In case you’re unfamiliar, the OtherPPL podcast is an author interview show hosted by Brad Listi and it is not to be missed. Maybe it’s Listi’s dry sense of humor, maybe it’s the way he balances ideological tangents with a solid exploration of each author’s day-to-day experience of writing. It’s difficult to pinpoint what exactly makes it so great, but really, if you’re interested in authors and or books, you should check it out.
Anyway, I was recently listening to Listi’s interview with J. Ryan Stradal (Episode 591) and they were talking about a particular bit of writing advice that Listi put out into the world a while back. Stradal said it stuck with him and the more I think about it, the more it resonates with my own experiences as a writer. It’s this:
Follow the enthusiasm.
It works on the creative end without a doubt. My favorite projects are when I’m writing about something I’m super enthusiastic about. In fact, writing only feels like work when I’m not enthusiastic about what I’m writing.
And before I even heard this little nugget of wisdom, I had already written and or outlined three books, simply because the topics were so interesting to me that I was compelled to write about them.
I tried to write an outline for a book that I wasn’t excited about. The idea was interesting, and I did a ton of research hoping something would spark, but nothing did. I just couldn’t find the thing about it that would keep me going for years. Because, no joke, a novel takes years, and if you’re not feeling enthusiastic about it from the start, best toss that idea back out to the universe and let someone else have it.
After querying agents, there were two who read the manuscript in a week (good sign of enthusiasm there) and wanted to talk on the phone about representing me.
I had a nice conversation with one, a woman in New York, but it was the second I ended up going with. You know why? He was so effing psyched about my book. He loved it. He couldn’t wait to start sending it out to editors. His enthusiasm was unmistakable and it felt good to have a partner who was just as excited about my book as I was.

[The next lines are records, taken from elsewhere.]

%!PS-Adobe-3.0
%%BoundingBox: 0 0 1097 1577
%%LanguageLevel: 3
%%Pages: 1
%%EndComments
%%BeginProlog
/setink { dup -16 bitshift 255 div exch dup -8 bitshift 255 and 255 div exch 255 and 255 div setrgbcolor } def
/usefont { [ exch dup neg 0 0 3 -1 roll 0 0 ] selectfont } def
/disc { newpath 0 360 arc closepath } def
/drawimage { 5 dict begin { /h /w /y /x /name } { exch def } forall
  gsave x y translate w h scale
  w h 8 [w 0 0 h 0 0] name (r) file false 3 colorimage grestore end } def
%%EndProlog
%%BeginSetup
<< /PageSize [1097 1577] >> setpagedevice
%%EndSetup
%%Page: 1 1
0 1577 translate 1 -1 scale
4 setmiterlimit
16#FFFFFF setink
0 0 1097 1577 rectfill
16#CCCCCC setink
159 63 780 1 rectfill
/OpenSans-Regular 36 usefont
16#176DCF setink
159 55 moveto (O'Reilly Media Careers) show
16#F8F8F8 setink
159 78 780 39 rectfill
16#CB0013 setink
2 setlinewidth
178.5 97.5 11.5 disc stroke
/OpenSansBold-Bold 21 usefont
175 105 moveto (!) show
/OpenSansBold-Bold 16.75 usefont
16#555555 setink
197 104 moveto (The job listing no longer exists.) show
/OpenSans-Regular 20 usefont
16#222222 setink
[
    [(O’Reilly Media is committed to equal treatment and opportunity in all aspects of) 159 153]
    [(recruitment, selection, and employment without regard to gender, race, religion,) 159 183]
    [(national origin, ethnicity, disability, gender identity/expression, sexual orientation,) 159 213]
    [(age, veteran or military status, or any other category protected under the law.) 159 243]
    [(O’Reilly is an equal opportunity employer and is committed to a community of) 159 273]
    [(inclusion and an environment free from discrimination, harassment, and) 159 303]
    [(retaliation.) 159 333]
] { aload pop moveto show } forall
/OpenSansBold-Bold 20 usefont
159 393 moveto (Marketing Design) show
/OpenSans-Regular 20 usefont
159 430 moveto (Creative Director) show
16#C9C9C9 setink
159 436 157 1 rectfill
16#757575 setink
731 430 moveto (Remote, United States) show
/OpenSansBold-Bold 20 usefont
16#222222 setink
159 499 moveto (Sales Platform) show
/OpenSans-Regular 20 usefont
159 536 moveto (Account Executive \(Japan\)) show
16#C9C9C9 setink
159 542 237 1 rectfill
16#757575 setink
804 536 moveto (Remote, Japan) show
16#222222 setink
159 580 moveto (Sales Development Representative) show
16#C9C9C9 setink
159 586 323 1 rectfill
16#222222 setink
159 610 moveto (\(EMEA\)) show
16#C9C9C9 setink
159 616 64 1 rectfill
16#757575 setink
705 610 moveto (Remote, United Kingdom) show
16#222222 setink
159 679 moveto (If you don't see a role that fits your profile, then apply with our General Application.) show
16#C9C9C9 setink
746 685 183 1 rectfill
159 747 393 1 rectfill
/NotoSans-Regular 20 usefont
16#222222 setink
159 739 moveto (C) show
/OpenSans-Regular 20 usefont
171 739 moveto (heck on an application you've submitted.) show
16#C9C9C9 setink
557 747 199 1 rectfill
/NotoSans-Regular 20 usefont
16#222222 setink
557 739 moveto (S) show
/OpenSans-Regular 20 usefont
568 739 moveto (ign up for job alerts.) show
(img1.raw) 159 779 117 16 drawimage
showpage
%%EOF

And to take this idea one step further, enthusiasm is a great guide for how to spend your time in general.
My neighbor is the head of the PTA of our school and just watching her volunteer so much of her time tires me out. I volunteer in the library (because books), and the book fair (same) and that’s about it, because that’s where my passion is.
I’ve also stopped hanging out with friends that lack enthusiasm. It’s draining, and life is too short. I want to spend time with people who are excited about things because it gets me excited about things too and that’s a fun place to be.
I’ve also stopped reading books I’m not enthusiastic about. I wrote a post about it a while back, but the basic idea is this: it’s not my fault if I don’t care to finish a book. It’s not my job to like it. It’s not even the writer’s job to try and write something I will like. It’s their job to write what they love to write. And it’s my privilege to read what I love to read.